Vivono in una sfera d’acciaio impermeabile a segnali esterni contenti dello status quo, paghi della posizione raggiunta.
Siamo ciechi all’evidenza e siamo anche ciechi alla nostra stessa cecità. (Daniel Kahneman)

Non si formano perché sanno tutto.
Secondo tipo di analfabeta del futuro
 
– Tu mi dai fastidio perché ti credi tanto un Dio!
– Beh, dovrò pur prendere un modello a cui ispirarmi, no?
Woody Allen

Era come un gallo che pensava che il sole sorgesse per ascoltarlo cantare.
George Eliot

A questi che “sanno tutto” un’avvertenza: Dio c’è, ma non sei tu.

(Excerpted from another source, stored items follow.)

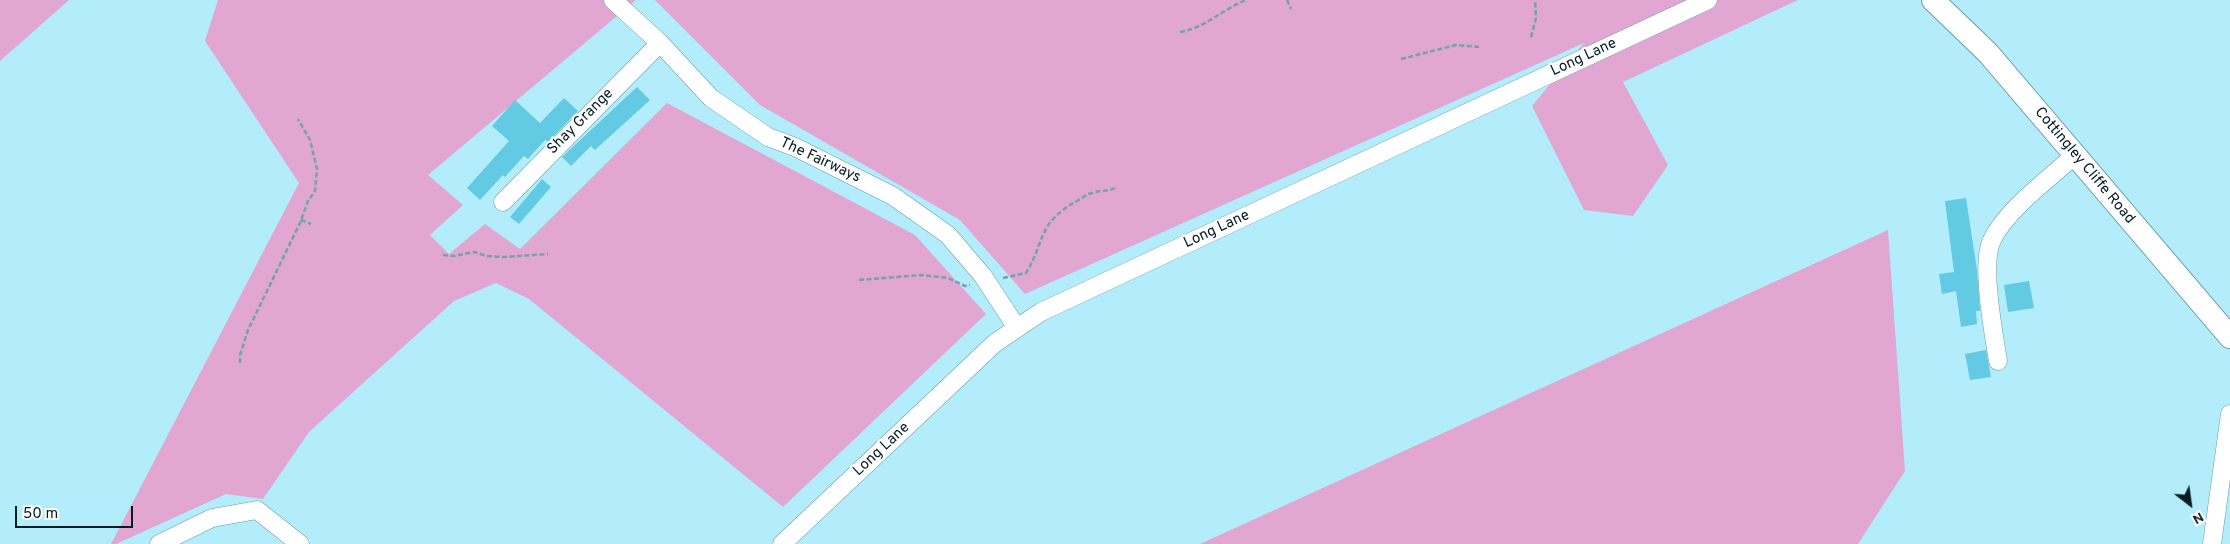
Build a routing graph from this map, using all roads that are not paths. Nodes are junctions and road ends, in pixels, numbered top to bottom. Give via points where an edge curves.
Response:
1 (613, 0) edge
2 (1708, 0) edge
3 (1933, 0) edge
4 (660, 43) junction
5 (2074, 155) junction
6 (503, 202) dead end
7 (1017, 328) junction
8 (2230, 337) edge
9 (1998, 361) dead end
10 (2230, 414) edge
11 (160, 544) edge
12 (300, 544) edge
13 (782, 544) edge
14 (2212, 544) edge

1 - 4 street, The Fairways
2 - 7 street, Long Lane via 1041,312
3 - 5 main road, Cottingley Cliffe Road via 1988,53
4 - 6 street, Shay Grange
4 - 7 street, The Fairways via 711,98 768,136 893,196 948,235 983,276
5 - 8 main road, Cottingley Cliffe Road
5 - 9 street via 2010,215 1991,241 1988,269 1990,307
7 - 13 street, Long Lane via 995,343
10 - 14 street
11 - 12 street via 212,518 257,510

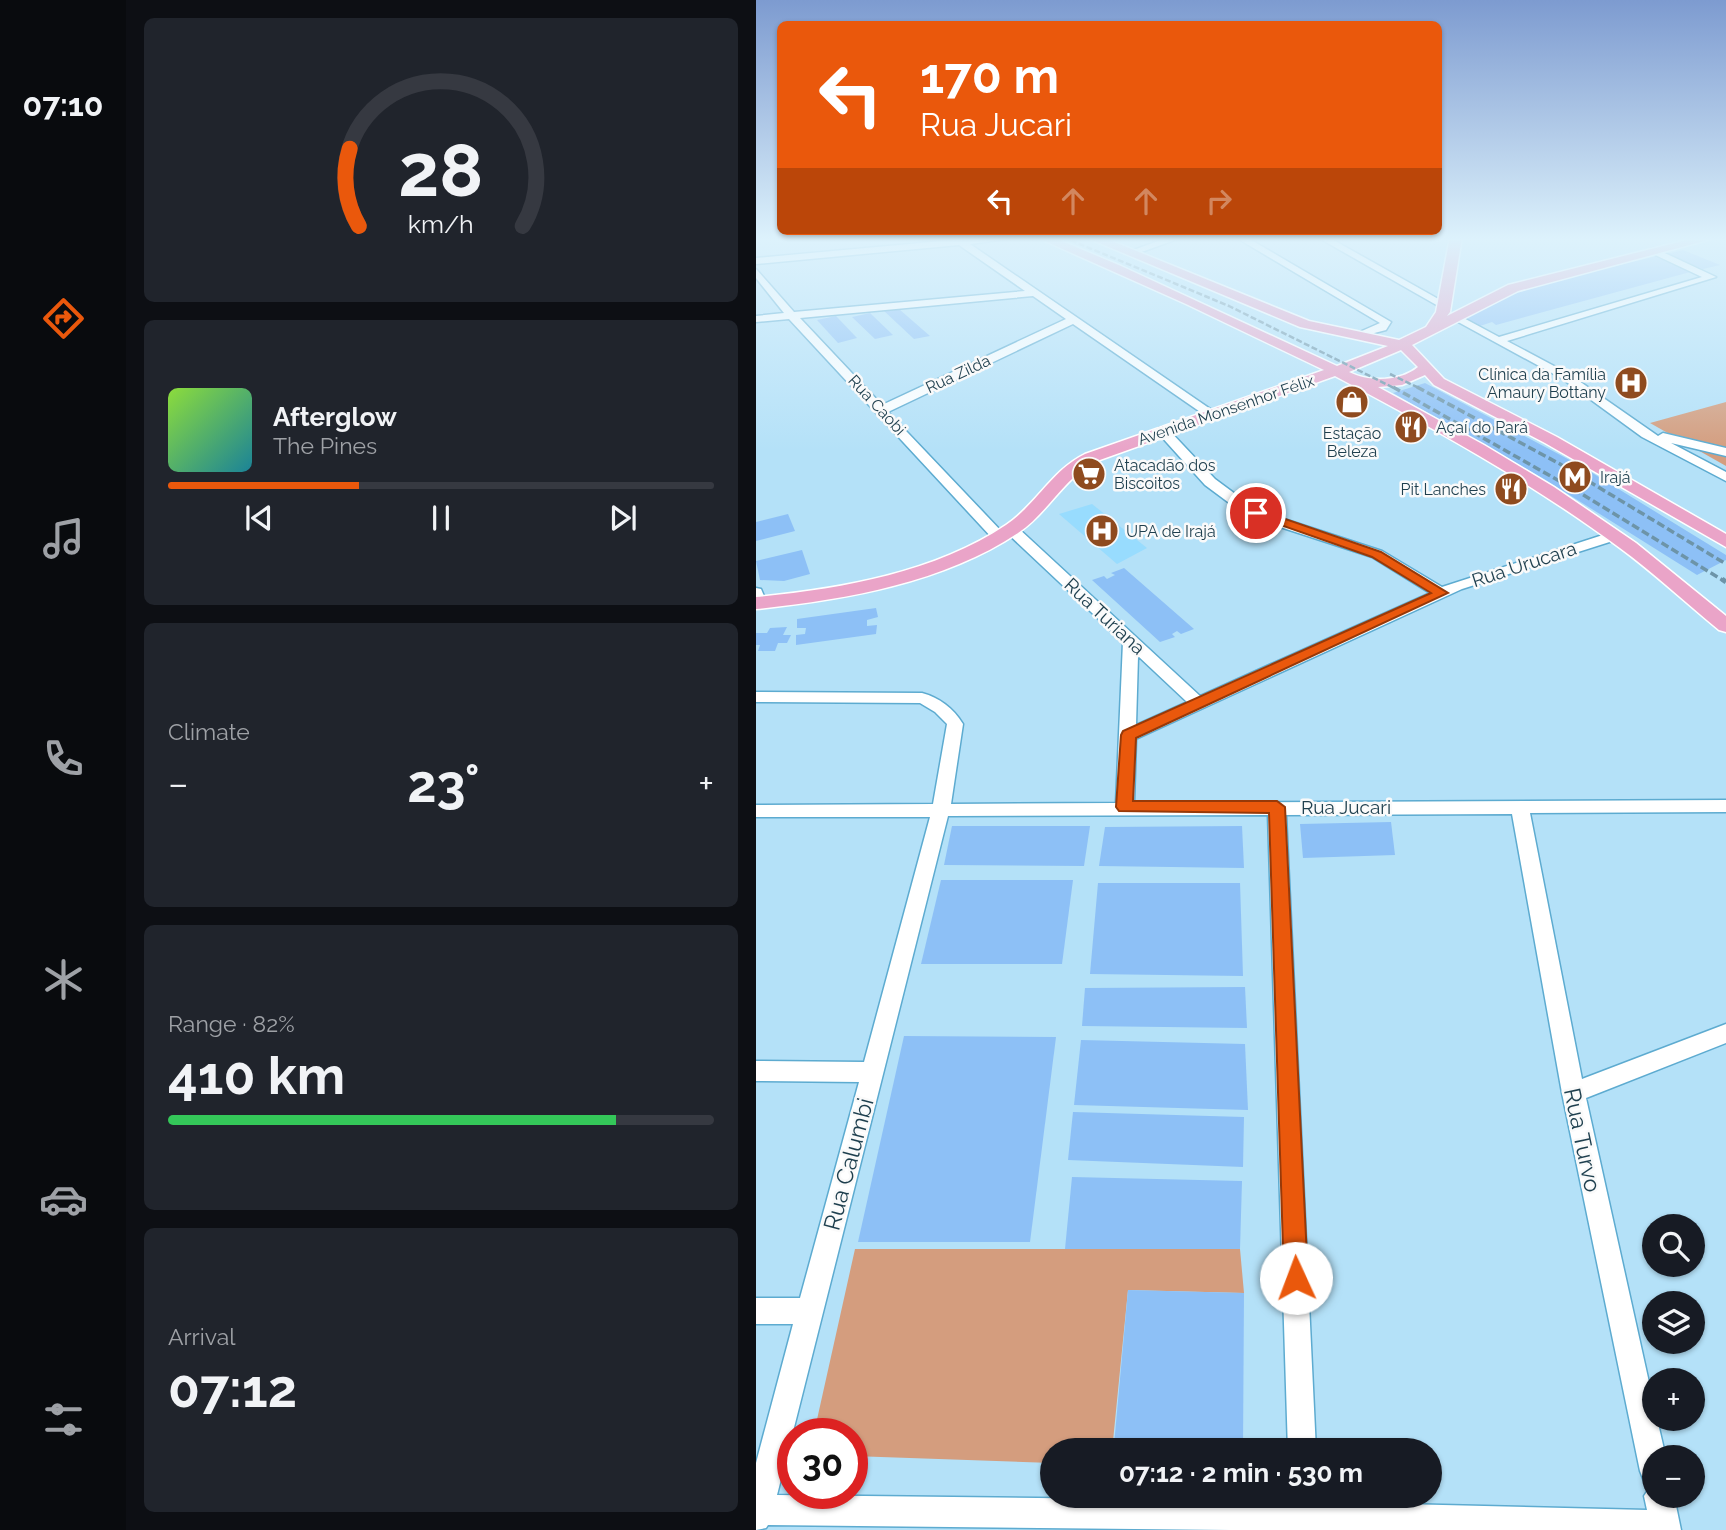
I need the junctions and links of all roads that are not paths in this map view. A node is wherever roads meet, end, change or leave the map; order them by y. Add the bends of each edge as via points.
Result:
1 (786, 308) edge
2 (872, 308) edge
3 (1056, 308) edge
4 (1210, 308) edge
5 (1267, 308) edge
6 (1362, 308) edge
7 (1443, 308) edge
8 (1455, 308) edge
9 (1470, 308) edge
10 (1611, 308) edge
11 (792, 316) junction
12 (1454, 317) junction
13 (756, 319) edge
14 (1072, 320) junction
15 (1428, 330) junction
16 (1359, 336) junction
17 (1499, 340) junction
18 (1402, 345) junction
19 (1324, 350) junction
20 (1425, 368) junction
21 (1342, 373) junction
22 (882, 410) junction
23 (1213, 415) junction
24 (1163, 431) junction
25 (1646, 434) junction
26 (1726, 452) edge
27 (1726, 477) edge
28 (1005, 533) junction
29 (1614, 536) junction
30 (1726, 542) edge
31 (1441, 593) junction
32 (757, 599) edge
33 (1700, 606) junction
34 (1726, 614) edge
35 (1726, 626) edge
36 (1131, 640) junction
37 (756, 697) edge
38 (1198, 703) junction
39 (1129, 735) junction
40 (1726, 806) edge
41 (1125, 807) junction
42 (1277, 807) junction
43 (1520, 807) junction
44 (941, 810) junction
45 (756, 811) edge
46 (1726, 1033) edge
47 (756, 1071) edge
48 (873, 1072) junction
49 (1573, 1093) junction
50 (756, 1311) edge
51 (808, 1311) junction
52 (1301, 1438) edge
53 (1648, 1445) edge
54 (1662, 1508) edge
55 (757, 1513) edge
56 (1304, 1514) edge
57 (1666, 1528) edge

1 - 11 street, Rua Caobi
2 - 11 street
3 - 14 street
4 - 19 main road
5 - 16 main road via 1305,324
6 - 16 street via 1386,322
7 - 15 main road
8 - 12 main road
9 - 12 main road, Avenida Monsenhor Félix
10 - 17 street
11 - 13 street
11 - 22 street, Rua Caobi
12 - 15 main road, Avenida Monsenhor Félix
12 - 17 street
14 - 22 street, Rua Zilda
14 - 23 street
15 - 16 main road
15 - 18 main road, Avenida Monsenhor Félix
16 - 18 main road
16 - 19 main road
17 - 25 street via 1584,388
18 - 20 main road
18 - 21 main road, Avenida Monsenhor Félix
19 - 21 main road
20 - 21 main road via 1411,379 1391,383
20 - 30 main road via 1443,384 1551,440
21 - 23 main road, Avenida Monsenhor Félix
21 - 29 main road via 1528,480
22 - 28 street, Rua Caobi
23 - 24 main road, Avenida Monsenhor Félix
24 - 28 main road, Avenida Monsenhor Félix via 1106,450 1076,466 1038,508
24 - 31 street via 1210,482 1241,505 1377,554
25 - 26 street
25 - 27 street
28 - 32 main road, Avenida Monsenhor Félix via 964,554 859,586 793,600
28 - 36 street, Rua Turiana
29 - 31 street, Rua Urucara
29 - 33 main road
31 - 38 street, Rua Urucara
33 - 34 main road
33 - 35 main road
36 - 38 street, Rua Turiana
36 - 39 street
37 - 44 street, Rua Calumbi via 905,697 934,703 955,724
38 - 39 street, Rua Urucara
39 - 41 street
40 - 43 street, Rua Jucari
41 - 42 street, Rua Jucari
41 - 44 street, Rua Jucari
42 - 43 street, Rua Jucari
42 - 52 street
43 - 49 street, Rua Turvo
44 - 45 street, Rua Jucari
44 - 48 street, Rua Calumbi
46 - 49 street
47 - 48 street
48 - 51 street, Rua Calumbi
49 - 53 street, Rua Turvo
50 - 51 street
51 - 55 street, Rua Calumbi
54 - 57 street
55 - 56 street
56 - 57 street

Rilassati.
Già, rilassatevi, non è possibile sapere tutto, e dobbiamo fare attenzione a quello che non sappiamo di non sapere…
Dal dizionario: Analfabeta, che non sa né leggere né scrivere; per estensione persona ignorante, incolta.
Non sanno leggere nel presente e nel futuro, capendo che la cosa importante non è quello che sappiamo ma, scoprire quello che non sappiamo.
 
Gli analfabeti del futuro non saranno quelli che non sanno leggere o scrivere, ma quelli che non sanno imparare, disimparare, e imparare di nuovo.
(Alvin Toffler)

Cosa fa di un manager un “buon manager”?
Un buon manager è chi ha la capacità di analisi e ancor più di sintesi. E’chi ha un occhio per il particolare ma allo stesso tempo sa distinguere ciò che conta davvero. E’chi sa riflettere sui fatti in modo disinteressato. E’chi è sempre insoddisfatto delle risposte troppo facili e delle convenzioni del buon senso, e dunque trae piacere dalla conoscenza in se. E’chi conosce bene il mondo e sa ancora meglio come lavorano le persone. E’chi sa trattare le persone con rispetto. E’chi possiede l’onestà, l’integrità, la fiducia in sè e tutti gli elementi che costituiscono il carattere. In breve, è chi conosce sè stesso e il mondo circostante abbastanza bene da sapere come migliorarlo. Secondo questa definizione, un buon manager non è altro che una brava persona con una buona istruzione.
(Twilight Manager – Matthew Stewart)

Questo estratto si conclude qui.